Springsteen is also a man of his post-Vietnam generation, so when he sings Born in the USA - in Sydney his opener done on bottleneck slide guitar as a mournful, regret-filled country blues - it encapsulated the disillusion of the Reagan era when it was written. Understandably that doesn't mean much if you were 2 years old when it came out in '84 and are now going to dance clubs or Beck - but Springsteen audiences are predominantly those who remember those chill years of Reaganomics and its various offshoots. It means something just as powerful now about the current disillusion.

And when he stepped forward for two songs from The Rising with Scialfa at his side, there was a palpable solemnity. To silence an audience in a sports stadium with just guitar and voice is a rare skill and says much about the undeniable power of his emotionally affecting songs. For him as much as his audience. When Danny Federici's organ solo cut in on the holy sound of You're Missing the look on Springsteen's face was as if he was hearing it anew and for the first time fully understanding it.

In a performance which went from flat-tack rock (Glory Days, Badlands, Backstreets and Thunder Road) through poignant or populist pop (Bobby Jean, Dancing in the Dark) and his new party-rock song Mary's Place, which sounds like it was written around the time of Rosalita, Springsteen still banners the belief that rock'n'roll can heal the pain of life through its sheer celebratory quality.

It's rock'n'roll redemption from the man who sings "Well, I got this guitar and I learned how to make it talk". And so he does.

Of the new songs, the title of Countin' on a Miracle speaks for itself. But even My City of Ruins - apparently written about the Jersey Shore inner-city development but taking new life post-September 11 - has as its chorus "rise up" and Lonesome Day promises "It's all right".

And it is all right.

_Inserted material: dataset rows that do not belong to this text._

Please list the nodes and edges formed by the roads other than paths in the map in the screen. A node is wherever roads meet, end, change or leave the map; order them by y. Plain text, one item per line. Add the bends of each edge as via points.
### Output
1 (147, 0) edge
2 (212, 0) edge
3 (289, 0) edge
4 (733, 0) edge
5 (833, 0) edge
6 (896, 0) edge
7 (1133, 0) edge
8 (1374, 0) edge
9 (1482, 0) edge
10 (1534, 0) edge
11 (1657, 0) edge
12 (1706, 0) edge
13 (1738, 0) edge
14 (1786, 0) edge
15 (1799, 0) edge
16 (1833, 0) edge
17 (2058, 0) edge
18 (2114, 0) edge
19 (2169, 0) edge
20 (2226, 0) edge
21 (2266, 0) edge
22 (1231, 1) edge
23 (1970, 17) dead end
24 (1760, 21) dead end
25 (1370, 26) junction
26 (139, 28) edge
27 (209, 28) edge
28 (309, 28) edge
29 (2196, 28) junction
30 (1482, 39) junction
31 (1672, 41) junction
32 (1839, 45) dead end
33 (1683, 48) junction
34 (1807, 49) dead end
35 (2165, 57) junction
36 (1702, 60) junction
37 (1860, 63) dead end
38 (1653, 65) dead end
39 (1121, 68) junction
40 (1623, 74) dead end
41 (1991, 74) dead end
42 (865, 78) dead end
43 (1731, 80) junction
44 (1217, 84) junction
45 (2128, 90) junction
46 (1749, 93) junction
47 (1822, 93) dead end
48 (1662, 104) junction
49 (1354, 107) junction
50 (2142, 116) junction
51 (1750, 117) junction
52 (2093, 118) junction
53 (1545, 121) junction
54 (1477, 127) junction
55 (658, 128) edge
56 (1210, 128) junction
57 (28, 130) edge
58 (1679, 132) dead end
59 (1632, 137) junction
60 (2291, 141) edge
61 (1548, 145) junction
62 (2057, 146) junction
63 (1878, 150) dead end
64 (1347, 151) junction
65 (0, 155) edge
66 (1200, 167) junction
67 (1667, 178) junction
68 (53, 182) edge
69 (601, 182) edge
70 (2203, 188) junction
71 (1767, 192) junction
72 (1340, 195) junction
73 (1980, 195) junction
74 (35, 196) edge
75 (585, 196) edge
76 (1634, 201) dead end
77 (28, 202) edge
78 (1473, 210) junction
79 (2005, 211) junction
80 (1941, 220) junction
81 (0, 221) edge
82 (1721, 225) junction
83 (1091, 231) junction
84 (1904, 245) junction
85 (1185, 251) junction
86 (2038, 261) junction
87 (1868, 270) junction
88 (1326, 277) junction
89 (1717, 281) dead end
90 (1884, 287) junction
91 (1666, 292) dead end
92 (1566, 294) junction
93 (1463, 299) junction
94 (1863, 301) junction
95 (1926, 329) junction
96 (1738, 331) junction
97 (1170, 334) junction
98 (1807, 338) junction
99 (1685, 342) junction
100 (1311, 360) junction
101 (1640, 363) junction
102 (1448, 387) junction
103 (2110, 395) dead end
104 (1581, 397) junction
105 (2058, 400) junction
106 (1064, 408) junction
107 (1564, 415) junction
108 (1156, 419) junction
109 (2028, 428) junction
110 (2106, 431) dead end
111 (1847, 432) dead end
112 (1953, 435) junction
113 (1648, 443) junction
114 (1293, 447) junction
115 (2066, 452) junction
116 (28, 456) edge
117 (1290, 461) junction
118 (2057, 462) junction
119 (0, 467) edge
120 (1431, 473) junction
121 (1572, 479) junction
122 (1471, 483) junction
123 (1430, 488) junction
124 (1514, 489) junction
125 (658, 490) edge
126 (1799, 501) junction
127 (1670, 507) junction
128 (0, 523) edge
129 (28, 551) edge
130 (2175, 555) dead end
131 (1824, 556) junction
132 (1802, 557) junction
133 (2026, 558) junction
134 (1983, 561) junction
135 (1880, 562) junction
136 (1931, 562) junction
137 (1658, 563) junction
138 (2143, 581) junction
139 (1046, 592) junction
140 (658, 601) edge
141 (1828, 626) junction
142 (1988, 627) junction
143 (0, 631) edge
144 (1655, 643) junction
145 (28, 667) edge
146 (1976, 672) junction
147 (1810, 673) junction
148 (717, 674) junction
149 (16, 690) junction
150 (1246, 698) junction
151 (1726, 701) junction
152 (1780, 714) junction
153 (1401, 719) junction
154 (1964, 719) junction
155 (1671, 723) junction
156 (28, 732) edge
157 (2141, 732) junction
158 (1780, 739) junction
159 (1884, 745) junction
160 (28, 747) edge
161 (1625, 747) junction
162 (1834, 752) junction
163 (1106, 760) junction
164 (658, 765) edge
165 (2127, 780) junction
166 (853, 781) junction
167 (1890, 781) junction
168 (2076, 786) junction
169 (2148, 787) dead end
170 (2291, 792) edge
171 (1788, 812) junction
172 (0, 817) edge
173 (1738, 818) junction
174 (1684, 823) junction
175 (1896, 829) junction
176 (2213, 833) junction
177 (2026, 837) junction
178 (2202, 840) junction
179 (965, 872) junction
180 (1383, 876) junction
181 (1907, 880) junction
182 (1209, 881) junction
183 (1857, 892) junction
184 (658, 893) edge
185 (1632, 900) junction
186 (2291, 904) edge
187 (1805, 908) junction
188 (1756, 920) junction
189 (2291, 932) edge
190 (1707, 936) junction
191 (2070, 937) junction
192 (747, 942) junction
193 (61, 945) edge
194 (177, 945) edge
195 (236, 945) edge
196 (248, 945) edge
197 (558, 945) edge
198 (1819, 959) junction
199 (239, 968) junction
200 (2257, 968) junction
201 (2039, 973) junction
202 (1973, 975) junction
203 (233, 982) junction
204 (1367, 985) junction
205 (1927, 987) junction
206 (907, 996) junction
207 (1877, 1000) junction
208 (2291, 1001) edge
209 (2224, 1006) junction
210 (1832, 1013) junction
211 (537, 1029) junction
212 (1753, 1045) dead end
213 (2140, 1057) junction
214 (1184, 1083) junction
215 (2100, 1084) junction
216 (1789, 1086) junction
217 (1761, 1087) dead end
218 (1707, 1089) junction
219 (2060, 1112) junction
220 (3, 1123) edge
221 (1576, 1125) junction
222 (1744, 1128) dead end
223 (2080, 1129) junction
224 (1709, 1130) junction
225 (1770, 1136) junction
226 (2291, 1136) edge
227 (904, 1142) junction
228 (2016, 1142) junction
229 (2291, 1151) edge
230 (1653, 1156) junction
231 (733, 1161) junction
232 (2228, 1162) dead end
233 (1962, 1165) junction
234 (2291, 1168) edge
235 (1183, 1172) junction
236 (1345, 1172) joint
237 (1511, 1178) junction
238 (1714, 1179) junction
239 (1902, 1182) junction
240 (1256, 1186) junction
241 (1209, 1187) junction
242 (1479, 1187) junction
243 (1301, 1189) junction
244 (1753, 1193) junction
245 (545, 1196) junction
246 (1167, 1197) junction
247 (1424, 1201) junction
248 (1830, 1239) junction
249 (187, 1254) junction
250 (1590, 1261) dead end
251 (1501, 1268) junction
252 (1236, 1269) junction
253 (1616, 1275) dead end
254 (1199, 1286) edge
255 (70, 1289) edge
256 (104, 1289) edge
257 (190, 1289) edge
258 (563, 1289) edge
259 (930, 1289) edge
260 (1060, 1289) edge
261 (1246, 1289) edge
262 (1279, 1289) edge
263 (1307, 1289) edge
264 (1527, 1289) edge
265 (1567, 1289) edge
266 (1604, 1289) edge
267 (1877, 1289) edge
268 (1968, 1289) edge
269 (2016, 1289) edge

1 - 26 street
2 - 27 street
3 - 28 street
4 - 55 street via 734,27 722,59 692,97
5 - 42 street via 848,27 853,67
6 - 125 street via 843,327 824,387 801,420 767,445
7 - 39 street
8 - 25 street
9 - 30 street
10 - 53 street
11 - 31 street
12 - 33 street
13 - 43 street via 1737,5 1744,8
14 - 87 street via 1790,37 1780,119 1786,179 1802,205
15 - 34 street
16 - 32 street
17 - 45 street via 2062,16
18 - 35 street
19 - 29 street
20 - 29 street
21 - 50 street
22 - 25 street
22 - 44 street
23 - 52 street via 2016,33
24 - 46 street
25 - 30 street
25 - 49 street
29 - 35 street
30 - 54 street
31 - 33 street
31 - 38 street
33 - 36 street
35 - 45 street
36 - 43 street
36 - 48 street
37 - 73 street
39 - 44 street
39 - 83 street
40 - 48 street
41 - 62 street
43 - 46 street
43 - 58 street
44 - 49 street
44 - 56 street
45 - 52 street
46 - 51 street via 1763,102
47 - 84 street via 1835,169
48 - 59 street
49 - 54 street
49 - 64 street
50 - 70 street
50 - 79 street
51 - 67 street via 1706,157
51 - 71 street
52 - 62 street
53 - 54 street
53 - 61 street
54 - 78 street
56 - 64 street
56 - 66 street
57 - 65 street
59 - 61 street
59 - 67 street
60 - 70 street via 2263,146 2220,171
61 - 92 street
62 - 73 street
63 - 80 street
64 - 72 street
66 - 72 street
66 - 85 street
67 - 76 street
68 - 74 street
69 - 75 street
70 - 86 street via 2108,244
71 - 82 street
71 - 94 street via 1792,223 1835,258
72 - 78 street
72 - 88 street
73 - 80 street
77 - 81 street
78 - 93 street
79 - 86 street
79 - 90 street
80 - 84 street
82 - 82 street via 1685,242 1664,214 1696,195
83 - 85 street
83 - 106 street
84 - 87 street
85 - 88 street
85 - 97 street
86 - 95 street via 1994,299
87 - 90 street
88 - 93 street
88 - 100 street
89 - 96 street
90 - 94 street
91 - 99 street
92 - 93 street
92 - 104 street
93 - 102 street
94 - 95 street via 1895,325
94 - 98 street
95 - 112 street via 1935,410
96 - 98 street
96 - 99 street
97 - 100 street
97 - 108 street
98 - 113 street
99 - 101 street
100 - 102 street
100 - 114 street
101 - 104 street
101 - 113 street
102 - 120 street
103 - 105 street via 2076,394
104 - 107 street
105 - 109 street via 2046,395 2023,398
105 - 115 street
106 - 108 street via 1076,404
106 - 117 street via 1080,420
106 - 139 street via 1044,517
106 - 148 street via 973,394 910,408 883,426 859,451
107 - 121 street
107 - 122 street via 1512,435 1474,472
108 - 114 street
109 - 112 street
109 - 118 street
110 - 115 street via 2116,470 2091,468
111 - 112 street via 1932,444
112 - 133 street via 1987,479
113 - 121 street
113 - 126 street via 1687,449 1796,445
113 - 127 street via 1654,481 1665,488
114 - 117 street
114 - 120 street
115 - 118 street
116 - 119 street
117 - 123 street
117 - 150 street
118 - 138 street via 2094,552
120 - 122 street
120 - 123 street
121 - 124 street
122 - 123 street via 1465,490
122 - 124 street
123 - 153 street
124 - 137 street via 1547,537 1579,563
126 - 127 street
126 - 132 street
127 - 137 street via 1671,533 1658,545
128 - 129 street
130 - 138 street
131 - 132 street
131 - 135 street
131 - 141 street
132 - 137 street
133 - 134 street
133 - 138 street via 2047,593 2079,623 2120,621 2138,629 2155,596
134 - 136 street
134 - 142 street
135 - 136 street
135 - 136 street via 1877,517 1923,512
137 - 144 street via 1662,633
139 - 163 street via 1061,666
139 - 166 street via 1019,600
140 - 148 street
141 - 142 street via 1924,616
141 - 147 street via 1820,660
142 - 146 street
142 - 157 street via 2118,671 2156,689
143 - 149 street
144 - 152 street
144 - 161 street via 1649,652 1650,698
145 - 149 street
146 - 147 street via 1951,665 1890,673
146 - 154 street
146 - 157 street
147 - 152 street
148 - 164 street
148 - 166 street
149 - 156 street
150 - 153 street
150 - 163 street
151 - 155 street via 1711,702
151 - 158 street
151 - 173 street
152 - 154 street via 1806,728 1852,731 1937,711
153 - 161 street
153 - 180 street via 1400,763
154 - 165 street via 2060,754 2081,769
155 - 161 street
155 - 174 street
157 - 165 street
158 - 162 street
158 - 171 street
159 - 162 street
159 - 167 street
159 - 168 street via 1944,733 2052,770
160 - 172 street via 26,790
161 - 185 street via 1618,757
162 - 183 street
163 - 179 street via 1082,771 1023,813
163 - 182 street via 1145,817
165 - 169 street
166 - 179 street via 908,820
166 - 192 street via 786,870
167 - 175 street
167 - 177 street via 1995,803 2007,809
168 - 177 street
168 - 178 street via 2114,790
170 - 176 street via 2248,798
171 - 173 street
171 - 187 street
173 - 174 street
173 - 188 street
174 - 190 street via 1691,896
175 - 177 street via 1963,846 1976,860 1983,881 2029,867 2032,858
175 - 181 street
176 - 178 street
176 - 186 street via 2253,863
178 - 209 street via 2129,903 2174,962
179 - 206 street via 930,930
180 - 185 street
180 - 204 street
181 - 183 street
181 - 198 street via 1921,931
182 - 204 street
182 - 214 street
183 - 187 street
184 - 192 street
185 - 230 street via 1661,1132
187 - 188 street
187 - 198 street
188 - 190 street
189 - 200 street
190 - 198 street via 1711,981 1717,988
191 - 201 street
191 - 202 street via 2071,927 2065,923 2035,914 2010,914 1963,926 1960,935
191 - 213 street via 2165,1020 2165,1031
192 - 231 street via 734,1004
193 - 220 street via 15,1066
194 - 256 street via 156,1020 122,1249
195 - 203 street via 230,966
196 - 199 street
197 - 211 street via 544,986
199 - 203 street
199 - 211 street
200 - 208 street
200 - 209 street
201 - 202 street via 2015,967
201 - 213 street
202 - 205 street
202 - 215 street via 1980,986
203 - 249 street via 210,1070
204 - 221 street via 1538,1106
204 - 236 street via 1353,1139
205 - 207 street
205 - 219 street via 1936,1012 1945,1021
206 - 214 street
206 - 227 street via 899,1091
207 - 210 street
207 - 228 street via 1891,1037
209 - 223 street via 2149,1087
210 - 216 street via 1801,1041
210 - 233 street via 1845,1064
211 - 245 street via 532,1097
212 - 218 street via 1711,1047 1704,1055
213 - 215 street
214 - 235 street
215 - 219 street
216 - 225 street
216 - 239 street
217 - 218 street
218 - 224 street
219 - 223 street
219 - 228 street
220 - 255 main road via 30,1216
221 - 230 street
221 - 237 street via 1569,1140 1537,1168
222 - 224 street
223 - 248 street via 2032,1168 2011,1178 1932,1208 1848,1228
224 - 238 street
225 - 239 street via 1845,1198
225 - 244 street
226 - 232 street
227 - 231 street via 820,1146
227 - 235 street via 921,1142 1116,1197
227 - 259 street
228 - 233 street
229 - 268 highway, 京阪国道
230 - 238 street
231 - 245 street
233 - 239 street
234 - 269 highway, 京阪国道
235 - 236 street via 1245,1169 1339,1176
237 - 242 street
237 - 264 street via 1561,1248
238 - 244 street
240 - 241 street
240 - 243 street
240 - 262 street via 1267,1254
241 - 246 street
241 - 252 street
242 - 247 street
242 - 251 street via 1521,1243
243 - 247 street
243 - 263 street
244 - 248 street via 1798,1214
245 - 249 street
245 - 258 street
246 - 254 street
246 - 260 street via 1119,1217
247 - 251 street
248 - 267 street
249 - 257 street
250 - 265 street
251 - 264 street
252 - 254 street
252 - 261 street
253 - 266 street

This was a rock show against the backdrop of nations at war, and he said thoughts were with the American and Australian soldiers and innocent Iraqi civilians.

Maybe it was a mere distraction or diversion from those terrible events, but people cannot live with tragedy all the time. "This too shall pass," he sings on Lonesome Day and it could mean anything: The job you hate, the pain of the separation you are going through, the loss of a loved one, or a world going to oil-fuelled hell in the fires of ignorance and anger.

Springsteen's songs can be that ambiguous, that universal yet simultaneously personal.

They come from a man who writes himself and his generation into them and gives himself away on stage, whether it be through sweat-drenched passion as the new Man in Black, an inheritor of Johnny Cash's mantle speaking for the dispossessed and voiceless, or by his self-effacing humour which humanises a performance in front of thousands of anonymous faces in the darkness.

"This earns me credit points around the house," he quipped as he did a sexy shuffle towards Scialfa.

She offered a bemused smirk, an expression which says, "Who are you kidding? You're not The Boss of me."

After yet another sound failure he laughed and warned the audience not to use their cellphones, said that they had people going round the nearby suburbs telling people not to use their hairdryers. He made light of the problem - and the band played on. And on, and on.bruce3

Somewhere around the two-hour mark he makes like he is leaving the stage then, almost as an afterthought, grabs the mike and says, "We can't go home now just as we got this shit workin'." They play for another hour. Three and a-quarter hours on stage?

As a performer The Boss' energy is undiminished. At 53 he still sprints across a stage and slides on his knees to the feet of The Big Man for a sax solo, can still pogo and play at the same time.

Yes, a Springsteen stadium show may seem an anachronism these days, a throwback to the Eighties. But, even putting aside his rare passion as a performer and the strength of his band, his songs alone would carry the weight. They have written themselves into people's lives, convey the aspirations and failed dreams of his audience, whether real or imagined.

In Sydney the power may have gone, but Springsteen still had it.